**TRY IT:**
Every line of the data below that holds the string "Daniel" needs to be reported.

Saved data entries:
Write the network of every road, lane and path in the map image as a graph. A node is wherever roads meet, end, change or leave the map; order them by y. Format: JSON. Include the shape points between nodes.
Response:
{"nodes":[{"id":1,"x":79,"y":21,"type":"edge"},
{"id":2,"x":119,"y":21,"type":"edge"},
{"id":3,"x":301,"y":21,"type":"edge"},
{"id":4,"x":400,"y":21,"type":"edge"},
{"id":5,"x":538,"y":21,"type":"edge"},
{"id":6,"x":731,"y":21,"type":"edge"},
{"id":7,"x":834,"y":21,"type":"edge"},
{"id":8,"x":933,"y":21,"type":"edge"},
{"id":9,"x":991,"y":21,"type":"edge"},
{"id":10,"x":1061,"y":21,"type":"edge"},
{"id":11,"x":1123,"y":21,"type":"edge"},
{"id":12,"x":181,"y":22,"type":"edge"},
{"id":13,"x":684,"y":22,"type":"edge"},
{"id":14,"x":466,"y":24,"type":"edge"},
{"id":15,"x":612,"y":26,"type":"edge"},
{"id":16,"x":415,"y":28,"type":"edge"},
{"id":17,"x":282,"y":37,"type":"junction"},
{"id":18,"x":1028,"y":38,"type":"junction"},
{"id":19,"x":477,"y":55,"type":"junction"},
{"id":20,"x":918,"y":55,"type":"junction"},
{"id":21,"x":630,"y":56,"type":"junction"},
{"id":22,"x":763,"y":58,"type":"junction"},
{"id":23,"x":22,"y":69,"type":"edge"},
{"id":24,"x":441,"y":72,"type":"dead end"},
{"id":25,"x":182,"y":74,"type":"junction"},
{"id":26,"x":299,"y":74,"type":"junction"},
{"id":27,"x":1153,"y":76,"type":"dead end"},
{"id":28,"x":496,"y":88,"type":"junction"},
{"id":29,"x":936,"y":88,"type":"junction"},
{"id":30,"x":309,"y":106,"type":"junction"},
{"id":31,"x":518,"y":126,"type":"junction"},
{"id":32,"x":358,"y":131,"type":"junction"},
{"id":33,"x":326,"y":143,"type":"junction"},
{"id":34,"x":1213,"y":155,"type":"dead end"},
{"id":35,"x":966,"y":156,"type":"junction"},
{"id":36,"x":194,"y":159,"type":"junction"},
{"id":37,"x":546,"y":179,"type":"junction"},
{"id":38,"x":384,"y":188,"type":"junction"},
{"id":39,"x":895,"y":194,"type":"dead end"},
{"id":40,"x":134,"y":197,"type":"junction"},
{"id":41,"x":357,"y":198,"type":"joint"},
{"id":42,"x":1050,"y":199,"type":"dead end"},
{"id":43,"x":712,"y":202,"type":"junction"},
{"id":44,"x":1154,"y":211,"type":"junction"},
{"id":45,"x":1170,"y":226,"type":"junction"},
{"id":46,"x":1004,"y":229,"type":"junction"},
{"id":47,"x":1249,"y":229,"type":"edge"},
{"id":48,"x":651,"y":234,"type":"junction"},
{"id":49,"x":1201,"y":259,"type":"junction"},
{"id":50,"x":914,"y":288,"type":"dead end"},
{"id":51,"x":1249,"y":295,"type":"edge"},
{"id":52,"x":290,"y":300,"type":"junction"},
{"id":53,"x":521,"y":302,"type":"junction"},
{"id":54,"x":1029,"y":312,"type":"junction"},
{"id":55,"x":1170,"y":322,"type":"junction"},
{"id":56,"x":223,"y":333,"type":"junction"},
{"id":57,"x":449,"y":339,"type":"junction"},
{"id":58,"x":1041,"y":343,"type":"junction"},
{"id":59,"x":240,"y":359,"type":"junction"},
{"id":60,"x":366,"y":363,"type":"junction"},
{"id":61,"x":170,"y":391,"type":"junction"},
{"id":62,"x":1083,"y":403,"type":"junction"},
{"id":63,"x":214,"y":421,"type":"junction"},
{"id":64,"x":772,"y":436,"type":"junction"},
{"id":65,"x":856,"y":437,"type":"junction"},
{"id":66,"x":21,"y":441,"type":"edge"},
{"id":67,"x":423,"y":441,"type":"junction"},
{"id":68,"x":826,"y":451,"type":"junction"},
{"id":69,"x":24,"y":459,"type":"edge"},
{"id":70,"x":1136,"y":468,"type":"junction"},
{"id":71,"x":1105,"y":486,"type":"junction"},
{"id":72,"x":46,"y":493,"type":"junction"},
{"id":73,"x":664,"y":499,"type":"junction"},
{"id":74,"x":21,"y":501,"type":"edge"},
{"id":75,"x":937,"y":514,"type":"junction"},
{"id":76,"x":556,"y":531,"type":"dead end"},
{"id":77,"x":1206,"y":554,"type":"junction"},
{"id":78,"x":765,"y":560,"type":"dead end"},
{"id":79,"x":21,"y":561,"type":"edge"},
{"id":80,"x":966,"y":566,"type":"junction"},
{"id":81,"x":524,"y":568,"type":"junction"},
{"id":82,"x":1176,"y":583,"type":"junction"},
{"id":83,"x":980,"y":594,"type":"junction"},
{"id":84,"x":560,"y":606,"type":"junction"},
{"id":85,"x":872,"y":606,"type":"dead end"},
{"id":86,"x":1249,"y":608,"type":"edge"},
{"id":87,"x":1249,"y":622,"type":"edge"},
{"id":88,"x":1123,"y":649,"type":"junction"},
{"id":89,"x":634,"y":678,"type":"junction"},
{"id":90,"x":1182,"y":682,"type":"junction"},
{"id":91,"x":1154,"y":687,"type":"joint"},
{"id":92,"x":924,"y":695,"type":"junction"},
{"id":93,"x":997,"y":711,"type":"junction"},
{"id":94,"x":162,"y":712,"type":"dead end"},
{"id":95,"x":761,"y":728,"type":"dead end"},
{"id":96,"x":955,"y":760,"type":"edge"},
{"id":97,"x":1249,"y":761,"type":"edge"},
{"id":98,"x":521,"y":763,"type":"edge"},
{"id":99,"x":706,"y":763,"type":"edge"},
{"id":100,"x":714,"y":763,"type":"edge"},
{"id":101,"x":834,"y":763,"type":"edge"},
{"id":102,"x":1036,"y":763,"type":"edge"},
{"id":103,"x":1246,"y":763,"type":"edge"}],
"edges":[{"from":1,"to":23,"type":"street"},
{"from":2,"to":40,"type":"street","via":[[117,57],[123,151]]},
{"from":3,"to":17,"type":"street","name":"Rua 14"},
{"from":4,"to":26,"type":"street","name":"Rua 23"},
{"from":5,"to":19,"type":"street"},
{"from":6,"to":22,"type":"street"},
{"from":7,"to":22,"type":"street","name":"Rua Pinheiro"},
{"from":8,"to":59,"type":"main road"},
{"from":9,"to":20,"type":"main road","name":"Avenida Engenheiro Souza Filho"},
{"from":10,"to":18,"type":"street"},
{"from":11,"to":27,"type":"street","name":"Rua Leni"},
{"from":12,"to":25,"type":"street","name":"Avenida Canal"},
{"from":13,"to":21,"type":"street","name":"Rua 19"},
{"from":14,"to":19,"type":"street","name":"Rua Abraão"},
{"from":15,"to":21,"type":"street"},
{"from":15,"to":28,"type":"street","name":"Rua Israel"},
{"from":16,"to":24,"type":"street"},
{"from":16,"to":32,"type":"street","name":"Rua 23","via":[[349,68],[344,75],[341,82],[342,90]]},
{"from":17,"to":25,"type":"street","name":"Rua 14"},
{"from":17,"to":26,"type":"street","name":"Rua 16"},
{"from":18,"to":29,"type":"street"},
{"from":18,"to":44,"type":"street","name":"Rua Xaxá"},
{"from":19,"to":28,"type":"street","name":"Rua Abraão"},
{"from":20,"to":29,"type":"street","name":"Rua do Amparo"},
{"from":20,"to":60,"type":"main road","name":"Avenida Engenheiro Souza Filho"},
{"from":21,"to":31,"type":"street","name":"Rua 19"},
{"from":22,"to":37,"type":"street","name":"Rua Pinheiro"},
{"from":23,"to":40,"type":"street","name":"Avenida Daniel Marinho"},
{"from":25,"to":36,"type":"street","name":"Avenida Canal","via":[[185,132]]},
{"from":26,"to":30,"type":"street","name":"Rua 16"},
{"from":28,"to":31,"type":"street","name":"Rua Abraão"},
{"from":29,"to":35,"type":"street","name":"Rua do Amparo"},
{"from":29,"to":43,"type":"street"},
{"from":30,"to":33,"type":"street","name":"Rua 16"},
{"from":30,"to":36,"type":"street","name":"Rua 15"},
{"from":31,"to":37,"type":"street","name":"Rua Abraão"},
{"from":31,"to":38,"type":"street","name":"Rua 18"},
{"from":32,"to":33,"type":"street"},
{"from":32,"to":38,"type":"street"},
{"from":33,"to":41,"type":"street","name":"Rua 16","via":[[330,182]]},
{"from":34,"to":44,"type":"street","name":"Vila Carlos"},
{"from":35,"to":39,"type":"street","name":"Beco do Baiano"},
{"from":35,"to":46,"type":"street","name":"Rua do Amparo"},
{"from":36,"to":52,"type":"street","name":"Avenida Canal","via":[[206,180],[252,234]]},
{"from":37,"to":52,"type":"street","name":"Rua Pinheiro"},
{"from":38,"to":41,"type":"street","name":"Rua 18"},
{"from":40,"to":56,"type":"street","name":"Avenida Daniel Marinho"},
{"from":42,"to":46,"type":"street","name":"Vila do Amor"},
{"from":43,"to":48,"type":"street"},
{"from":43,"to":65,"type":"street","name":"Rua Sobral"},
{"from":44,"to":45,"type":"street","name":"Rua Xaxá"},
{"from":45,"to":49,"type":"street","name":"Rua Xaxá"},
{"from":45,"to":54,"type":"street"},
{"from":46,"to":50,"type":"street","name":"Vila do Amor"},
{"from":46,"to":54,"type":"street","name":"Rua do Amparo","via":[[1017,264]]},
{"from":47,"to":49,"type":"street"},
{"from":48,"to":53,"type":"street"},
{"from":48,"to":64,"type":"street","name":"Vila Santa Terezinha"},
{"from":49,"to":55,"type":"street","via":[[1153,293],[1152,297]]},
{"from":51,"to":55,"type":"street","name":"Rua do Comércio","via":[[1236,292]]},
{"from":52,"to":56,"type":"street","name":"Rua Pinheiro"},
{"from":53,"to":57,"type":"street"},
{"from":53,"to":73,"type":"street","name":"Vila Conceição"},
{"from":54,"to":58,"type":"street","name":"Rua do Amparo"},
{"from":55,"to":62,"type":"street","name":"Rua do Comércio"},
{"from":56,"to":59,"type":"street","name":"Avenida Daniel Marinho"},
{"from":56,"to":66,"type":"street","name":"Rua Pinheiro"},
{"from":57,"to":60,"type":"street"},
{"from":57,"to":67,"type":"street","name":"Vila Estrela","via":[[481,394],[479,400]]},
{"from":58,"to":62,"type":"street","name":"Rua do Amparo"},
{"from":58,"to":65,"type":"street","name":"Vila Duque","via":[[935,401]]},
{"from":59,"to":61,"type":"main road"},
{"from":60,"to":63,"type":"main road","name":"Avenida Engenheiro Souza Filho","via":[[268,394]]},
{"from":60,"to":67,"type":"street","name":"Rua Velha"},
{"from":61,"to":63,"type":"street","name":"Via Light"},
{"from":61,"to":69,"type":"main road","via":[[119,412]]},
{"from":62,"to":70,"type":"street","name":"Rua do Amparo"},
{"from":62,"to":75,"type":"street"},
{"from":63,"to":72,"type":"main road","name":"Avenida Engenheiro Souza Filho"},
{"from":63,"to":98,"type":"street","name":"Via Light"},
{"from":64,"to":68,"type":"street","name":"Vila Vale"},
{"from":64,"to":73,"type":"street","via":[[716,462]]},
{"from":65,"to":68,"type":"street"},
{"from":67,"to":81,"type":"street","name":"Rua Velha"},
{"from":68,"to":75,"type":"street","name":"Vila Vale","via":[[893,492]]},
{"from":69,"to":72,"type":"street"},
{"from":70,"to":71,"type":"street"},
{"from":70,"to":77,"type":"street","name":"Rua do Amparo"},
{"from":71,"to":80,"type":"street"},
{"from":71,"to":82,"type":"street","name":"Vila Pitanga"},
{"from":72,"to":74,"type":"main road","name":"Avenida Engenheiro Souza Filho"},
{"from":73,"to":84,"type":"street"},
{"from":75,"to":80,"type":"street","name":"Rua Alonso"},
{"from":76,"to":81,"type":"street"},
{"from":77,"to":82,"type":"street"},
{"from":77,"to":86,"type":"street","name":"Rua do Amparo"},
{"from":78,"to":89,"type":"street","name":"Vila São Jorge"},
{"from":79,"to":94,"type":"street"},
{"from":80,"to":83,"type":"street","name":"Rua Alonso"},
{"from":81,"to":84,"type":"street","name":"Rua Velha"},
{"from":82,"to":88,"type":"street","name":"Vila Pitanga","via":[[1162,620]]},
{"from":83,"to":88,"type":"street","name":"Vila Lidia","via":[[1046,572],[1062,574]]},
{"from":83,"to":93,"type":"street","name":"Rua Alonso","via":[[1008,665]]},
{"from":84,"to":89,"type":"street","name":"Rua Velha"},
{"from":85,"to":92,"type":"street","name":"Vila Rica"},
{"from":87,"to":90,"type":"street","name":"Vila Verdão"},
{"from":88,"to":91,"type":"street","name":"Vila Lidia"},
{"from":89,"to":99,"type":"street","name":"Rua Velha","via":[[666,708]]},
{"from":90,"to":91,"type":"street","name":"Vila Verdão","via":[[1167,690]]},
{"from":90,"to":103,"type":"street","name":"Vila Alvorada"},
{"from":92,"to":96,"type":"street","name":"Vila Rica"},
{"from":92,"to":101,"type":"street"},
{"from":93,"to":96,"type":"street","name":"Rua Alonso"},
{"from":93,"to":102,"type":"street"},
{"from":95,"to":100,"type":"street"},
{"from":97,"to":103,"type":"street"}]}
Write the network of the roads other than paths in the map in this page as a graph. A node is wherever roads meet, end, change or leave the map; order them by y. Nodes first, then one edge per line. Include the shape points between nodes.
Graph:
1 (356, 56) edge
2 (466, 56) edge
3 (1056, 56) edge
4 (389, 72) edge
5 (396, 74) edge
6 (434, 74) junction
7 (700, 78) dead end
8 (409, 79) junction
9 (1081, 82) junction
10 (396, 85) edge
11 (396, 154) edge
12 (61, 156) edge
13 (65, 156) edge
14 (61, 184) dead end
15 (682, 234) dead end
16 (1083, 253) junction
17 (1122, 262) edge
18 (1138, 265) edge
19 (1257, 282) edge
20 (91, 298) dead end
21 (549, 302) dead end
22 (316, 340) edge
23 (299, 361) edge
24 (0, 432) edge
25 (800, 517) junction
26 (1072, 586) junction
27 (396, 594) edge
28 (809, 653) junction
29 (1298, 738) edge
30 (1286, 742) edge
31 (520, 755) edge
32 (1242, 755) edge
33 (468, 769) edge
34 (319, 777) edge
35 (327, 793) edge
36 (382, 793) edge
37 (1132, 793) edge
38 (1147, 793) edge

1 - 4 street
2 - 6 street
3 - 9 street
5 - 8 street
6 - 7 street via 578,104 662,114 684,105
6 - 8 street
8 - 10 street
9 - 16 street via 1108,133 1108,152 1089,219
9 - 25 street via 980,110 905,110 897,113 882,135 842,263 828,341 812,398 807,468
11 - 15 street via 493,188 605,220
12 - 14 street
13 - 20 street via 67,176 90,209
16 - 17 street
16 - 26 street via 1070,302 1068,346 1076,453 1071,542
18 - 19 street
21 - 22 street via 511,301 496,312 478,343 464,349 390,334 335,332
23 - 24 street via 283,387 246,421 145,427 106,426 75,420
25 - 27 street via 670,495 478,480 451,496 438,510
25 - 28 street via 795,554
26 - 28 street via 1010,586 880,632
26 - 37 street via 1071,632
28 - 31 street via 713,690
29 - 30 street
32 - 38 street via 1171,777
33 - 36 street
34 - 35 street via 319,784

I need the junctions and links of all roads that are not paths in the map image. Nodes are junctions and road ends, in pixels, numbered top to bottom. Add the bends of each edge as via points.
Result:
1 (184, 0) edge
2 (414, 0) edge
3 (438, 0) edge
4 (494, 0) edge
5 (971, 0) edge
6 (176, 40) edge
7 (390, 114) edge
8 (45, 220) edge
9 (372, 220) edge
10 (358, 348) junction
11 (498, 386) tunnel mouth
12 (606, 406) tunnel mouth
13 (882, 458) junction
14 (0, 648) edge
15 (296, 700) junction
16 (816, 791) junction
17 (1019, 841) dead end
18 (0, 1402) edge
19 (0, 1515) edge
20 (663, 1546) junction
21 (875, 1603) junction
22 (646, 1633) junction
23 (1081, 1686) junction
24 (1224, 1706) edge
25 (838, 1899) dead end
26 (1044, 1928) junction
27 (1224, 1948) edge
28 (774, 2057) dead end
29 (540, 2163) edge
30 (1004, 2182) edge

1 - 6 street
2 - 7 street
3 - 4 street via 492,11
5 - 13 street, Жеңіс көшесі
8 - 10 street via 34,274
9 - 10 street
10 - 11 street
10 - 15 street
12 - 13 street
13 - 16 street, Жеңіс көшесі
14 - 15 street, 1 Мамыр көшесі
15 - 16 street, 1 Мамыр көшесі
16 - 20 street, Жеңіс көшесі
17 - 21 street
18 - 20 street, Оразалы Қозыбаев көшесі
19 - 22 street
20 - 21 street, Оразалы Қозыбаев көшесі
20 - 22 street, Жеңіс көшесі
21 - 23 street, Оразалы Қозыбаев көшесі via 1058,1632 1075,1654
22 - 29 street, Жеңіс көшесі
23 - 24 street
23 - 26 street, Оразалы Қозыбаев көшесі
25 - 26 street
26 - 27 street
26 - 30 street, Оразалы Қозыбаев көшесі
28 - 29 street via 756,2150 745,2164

**SOLUTION TO THIS PROBLEM:**
{"from":23,"to":40,"type":"street","name":"Avenida Daniel Marinho"},
{"from":40,"to":56,"type":"street","name":"Avenida Daniel Marinho"},
{"from":56,"to":59,"type":"street","name":"Avenida Daniel Marinho"},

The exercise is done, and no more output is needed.